Anyone have a ribble?


I have been procratenating for days now on a new bike - was gonna get a Felt FC4 from JE james but was stopped dead in my tracks by this beauty........http://www.ribblecycles.co.uk/details.asp?D=X&Cat=RIBBLE&Section=XRIB&GenCode=RIBBXRIB1000

Anyone own one, know any one that owns one, have any knowledge of how good ribbles are.......opinions on whether you think this bike is a work of art or an ugly duckling.
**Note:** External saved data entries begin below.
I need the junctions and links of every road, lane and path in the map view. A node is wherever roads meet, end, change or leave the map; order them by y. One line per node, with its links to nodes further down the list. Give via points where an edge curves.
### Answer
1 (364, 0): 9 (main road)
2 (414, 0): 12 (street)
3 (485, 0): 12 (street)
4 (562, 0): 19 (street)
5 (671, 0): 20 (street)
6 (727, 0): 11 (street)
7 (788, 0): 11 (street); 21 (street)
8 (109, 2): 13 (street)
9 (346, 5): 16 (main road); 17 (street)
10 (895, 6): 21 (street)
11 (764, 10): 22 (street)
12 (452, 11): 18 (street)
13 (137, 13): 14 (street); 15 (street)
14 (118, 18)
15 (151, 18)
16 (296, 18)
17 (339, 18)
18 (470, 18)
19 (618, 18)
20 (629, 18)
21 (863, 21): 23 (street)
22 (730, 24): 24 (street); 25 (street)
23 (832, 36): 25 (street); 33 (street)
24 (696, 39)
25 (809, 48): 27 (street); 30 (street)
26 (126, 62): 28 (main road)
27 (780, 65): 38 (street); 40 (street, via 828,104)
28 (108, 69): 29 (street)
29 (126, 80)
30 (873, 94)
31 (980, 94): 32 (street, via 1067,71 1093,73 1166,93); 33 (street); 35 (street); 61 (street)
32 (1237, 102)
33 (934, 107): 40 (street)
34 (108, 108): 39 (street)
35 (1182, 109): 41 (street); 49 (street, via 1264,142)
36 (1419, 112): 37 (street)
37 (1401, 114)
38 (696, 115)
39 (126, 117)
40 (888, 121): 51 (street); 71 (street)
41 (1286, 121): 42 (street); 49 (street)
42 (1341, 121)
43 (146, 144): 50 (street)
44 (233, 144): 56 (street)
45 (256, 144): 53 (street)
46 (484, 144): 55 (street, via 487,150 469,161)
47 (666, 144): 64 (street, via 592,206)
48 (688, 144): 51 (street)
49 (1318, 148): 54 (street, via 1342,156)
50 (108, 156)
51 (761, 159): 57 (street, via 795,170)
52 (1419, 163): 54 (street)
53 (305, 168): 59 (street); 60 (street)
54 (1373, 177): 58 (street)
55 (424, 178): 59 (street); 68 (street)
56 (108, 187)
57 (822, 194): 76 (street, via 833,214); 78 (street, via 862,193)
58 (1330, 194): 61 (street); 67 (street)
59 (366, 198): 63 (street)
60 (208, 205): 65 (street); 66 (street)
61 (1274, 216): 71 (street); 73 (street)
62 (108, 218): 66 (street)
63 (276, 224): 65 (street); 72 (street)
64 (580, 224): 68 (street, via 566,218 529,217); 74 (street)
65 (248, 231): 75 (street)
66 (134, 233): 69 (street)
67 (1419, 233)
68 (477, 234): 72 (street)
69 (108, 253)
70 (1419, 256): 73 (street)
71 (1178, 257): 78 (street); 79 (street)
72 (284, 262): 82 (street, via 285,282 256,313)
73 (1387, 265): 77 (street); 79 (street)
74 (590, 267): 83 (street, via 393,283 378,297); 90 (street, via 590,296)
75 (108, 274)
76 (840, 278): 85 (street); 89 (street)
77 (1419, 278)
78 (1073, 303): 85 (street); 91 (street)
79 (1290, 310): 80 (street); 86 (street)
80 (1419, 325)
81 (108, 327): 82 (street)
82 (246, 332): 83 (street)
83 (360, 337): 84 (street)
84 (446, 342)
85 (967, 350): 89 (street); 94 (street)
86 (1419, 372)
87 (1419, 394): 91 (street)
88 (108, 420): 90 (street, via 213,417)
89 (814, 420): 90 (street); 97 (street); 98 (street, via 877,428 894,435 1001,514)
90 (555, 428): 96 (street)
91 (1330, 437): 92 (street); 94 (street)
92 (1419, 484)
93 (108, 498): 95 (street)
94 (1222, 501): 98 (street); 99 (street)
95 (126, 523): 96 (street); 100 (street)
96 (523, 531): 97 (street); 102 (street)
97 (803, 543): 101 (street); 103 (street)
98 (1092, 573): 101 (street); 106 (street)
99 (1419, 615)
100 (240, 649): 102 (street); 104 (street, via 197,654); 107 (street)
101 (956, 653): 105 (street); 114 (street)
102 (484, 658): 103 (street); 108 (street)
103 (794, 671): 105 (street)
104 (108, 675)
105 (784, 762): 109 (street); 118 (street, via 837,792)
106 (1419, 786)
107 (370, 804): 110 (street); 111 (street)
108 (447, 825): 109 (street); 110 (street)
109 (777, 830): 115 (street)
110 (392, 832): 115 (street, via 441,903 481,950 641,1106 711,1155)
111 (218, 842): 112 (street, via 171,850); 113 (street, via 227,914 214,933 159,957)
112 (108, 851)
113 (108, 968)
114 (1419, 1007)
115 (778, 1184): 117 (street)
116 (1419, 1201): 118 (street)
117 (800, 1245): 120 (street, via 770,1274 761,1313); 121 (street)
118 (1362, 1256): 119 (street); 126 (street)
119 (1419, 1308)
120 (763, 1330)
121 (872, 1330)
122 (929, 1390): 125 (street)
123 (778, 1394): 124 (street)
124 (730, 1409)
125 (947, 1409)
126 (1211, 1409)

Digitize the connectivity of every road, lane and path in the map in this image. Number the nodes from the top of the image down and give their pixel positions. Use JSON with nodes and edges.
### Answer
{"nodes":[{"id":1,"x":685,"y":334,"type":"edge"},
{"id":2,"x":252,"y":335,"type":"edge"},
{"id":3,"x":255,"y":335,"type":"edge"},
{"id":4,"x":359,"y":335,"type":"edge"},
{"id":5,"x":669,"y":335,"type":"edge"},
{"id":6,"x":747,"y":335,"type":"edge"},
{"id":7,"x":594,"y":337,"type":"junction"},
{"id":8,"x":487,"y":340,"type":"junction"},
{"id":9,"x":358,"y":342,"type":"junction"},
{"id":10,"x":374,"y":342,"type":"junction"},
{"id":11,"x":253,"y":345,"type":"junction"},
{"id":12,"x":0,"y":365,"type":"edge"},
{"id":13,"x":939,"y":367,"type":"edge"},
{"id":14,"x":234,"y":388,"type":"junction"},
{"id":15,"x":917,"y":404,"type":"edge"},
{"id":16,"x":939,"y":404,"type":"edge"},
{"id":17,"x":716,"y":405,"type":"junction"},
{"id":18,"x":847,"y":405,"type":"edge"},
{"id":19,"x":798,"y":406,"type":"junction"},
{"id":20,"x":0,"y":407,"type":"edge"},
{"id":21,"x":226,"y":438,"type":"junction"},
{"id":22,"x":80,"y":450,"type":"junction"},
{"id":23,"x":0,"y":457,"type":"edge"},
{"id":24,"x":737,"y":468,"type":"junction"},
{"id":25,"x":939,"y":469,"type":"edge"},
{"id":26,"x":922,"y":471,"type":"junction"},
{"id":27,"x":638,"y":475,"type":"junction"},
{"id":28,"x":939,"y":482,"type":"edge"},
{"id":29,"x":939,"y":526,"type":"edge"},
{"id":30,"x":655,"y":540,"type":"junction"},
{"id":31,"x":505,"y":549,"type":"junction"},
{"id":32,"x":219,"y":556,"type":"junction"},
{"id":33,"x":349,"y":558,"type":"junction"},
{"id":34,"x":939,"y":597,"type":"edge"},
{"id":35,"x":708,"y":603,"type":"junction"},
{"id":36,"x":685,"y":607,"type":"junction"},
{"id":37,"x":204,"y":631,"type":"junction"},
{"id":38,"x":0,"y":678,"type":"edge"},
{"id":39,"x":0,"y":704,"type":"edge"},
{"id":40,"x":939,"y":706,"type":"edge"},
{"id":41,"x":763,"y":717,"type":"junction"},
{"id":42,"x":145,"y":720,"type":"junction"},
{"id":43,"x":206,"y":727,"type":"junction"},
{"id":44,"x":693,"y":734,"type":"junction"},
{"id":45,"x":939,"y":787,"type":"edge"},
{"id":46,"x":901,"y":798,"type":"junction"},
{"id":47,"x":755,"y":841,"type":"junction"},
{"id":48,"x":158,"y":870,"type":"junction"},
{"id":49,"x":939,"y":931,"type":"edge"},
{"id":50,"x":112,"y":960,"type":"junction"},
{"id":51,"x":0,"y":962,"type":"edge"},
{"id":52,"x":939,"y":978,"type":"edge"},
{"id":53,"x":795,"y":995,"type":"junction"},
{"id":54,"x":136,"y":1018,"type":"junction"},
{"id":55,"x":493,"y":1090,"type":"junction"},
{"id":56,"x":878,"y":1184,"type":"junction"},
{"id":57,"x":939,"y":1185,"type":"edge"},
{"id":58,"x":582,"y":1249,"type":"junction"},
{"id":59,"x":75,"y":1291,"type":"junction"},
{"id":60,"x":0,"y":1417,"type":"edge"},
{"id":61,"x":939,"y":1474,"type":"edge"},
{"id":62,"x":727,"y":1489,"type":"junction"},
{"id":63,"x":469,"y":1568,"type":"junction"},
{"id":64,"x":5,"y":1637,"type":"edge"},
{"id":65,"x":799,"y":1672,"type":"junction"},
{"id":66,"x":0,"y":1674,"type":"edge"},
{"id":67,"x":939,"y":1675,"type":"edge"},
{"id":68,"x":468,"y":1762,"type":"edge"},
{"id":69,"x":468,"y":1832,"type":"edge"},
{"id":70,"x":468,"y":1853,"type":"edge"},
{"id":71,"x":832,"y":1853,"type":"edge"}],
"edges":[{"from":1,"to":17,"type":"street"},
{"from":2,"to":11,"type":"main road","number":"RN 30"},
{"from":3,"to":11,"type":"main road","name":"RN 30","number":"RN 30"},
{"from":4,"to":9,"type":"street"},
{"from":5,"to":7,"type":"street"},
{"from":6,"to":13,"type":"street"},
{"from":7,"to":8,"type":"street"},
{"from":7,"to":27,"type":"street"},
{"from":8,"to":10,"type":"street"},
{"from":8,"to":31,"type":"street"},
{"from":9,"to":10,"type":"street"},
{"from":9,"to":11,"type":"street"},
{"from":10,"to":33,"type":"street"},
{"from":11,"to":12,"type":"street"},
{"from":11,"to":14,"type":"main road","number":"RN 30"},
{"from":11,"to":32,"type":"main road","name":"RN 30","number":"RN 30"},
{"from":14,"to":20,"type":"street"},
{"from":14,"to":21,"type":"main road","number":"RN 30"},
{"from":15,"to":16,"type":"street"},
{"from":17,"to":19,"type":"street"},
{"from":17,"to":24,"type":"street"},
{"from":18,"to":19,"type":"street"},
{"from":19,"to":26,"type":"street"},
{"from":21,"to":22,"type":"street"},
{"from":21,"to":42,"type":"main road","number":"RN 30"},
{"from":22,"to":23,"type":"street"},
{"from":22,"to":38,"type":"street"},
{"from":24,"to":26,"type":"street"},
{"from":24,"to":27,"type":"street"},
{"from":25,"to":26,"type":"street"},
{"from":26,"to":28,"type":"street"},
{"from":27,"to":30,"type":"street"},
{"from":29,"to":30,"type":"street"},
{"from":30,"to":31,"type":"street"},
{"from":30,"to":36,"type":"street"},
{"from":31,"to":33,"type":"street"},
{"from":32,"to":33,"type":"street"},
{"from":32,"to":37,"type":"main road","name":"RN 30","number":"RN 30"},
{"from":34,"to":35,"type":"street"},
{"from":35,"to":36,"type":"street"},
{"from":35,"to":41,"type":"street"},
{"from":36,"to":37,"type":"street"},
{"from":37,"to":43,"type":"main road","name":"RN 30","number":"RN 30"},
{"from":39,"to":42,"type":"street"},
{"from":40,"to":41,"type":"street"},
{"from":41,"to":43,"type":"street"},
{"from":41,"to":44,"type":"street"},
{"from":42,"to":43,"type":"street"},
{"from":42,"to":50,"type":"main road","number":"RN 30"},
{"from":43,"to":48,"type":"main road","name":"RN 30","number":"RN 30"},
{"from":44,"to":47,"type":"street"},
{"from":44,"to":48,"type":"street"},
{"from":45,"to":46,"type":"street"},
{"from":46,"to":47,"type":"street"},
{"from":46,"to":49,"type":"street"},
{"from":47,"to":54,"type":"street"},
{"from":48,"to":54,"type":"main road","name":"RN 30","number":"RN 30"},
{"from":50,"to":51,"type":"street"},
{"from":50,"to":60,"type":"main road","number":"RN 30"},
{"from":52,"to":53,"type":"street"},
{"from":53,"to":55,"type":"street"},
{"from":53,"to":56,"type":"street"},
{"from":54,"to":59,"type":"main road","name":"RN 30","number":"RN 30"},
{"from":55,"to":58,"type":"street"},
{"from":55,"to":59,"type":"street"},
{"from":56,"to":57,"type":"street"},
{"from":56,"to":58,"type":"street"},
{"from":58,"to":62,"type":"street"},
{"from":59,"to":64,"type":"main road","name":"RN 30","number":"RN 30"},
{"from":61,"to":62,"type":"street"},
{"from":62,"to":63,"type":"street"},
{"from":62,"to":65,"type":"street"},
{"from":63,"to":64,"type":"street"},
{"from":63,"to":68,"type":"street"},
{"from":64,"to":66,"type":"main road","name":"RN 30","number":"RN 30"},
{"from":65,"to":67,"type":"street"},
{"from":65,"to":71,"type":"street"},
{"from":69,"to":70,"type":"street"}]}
I love it, but i also know everyone has different tastes.


----------



## monnet (16 Sep 2007)

Ribble's are generally good and you'll struggle to beat them for value but be warned that they can take a while to deliver bikes. If they say 'about 4 weeks' pretend you heard 8 and you might be surprised. The problem is not having enough mechanics to build up the high number of orders and I think they're a bit disorganised too. 

Nice bike though.


----------



## Smokin Joe (16 Sep 2007)

Ribble have improved their delivery times considerably in my experience. My winter frame came from them early last year and arrived next day, though I can't vouch for complete bike times. I have my eye on a Nero corsa too, their frames are top class without paying a hefty premium for a designer lable on the tubes.


----------



## Wolvesandy (16 Sep 2007)

Ive just bought the same bike from my LBS except its got Dolan on it and not ribble, theres more info on it here:-
http://www.bikeradar.com/forums/viewtopic.php?t=12543979

I think its a great ride


----------



## piedwagtail91 (16 Sep 2007)

we go in the shop quite a lot and the bikes look good, although the more local bike shop had a similar looking one with dolan on instead of ribble, as mentioned above.


----------



## Big Bren (21 Sep 2007)

I ride a Ribble bike, probably a couple of steps down from the one you're looking at. In my limited experience, it's been a great bike; it's very responsive and as far as I can tell, extremely well built. It also looks pretty slick - matte black with yellow detail. Thumbs up from me.

Bren


----------



## stevenb (21 Sep 2007)

Aye...it looks nice mate


----------



## Abitrary (21 Sep 2007)

Saw a couple of blokes racing each other around the work park, where I work, and go to the park in.

A young girl shouted out.


----------



## got-to-get-fit (22 Sep 2007)

Abitrary said:


> Saw a couple of blokes racing each other around the work park, where I work, and go to the park in.
> 
> A young girl shouted out.



errrrrrrr.....would you mind running that one by me again?


----------



## stevenb (23 Sep 2007)

lol...he prolly meant that reply for another topic Jason. 

I suppose by the time you decide the 2009 range will be out...
Only joking matey...


----------



## girofan (23 Sep 2007)

I'm thinking about one of their winter bikes with 'guards. The lanes around here when it rains are covered in farm crap and your bike and clothes come back smelling like a cow's a**e!
Instead of starting a new thread, has anybody bought one of these machines? I'd like to think I'm not wasting my money.


----------



## Jonathan M (27 Sep 2007)

girofan said:


> I'm thinking about one of their winter bikes with 'guards. The lanes around here when it rains are covered in farm crap and your bike and clothes come back smelling like a cow's a**e!
> Instead of starting a new thread, has anybody bought one of these machines? I'd like to think I'm not wasting my money.



Had one a couple of years now, good VFM, bit heavywith a rear rack & dynohub light etc, but then it isn't a race bike....


----------



## yenrod (27 Sep 2007)

I know someone from the chainy's which i've done for years..and as far as I know he's rode them year in year out...never seen him on anything else...[10yrs+]


----------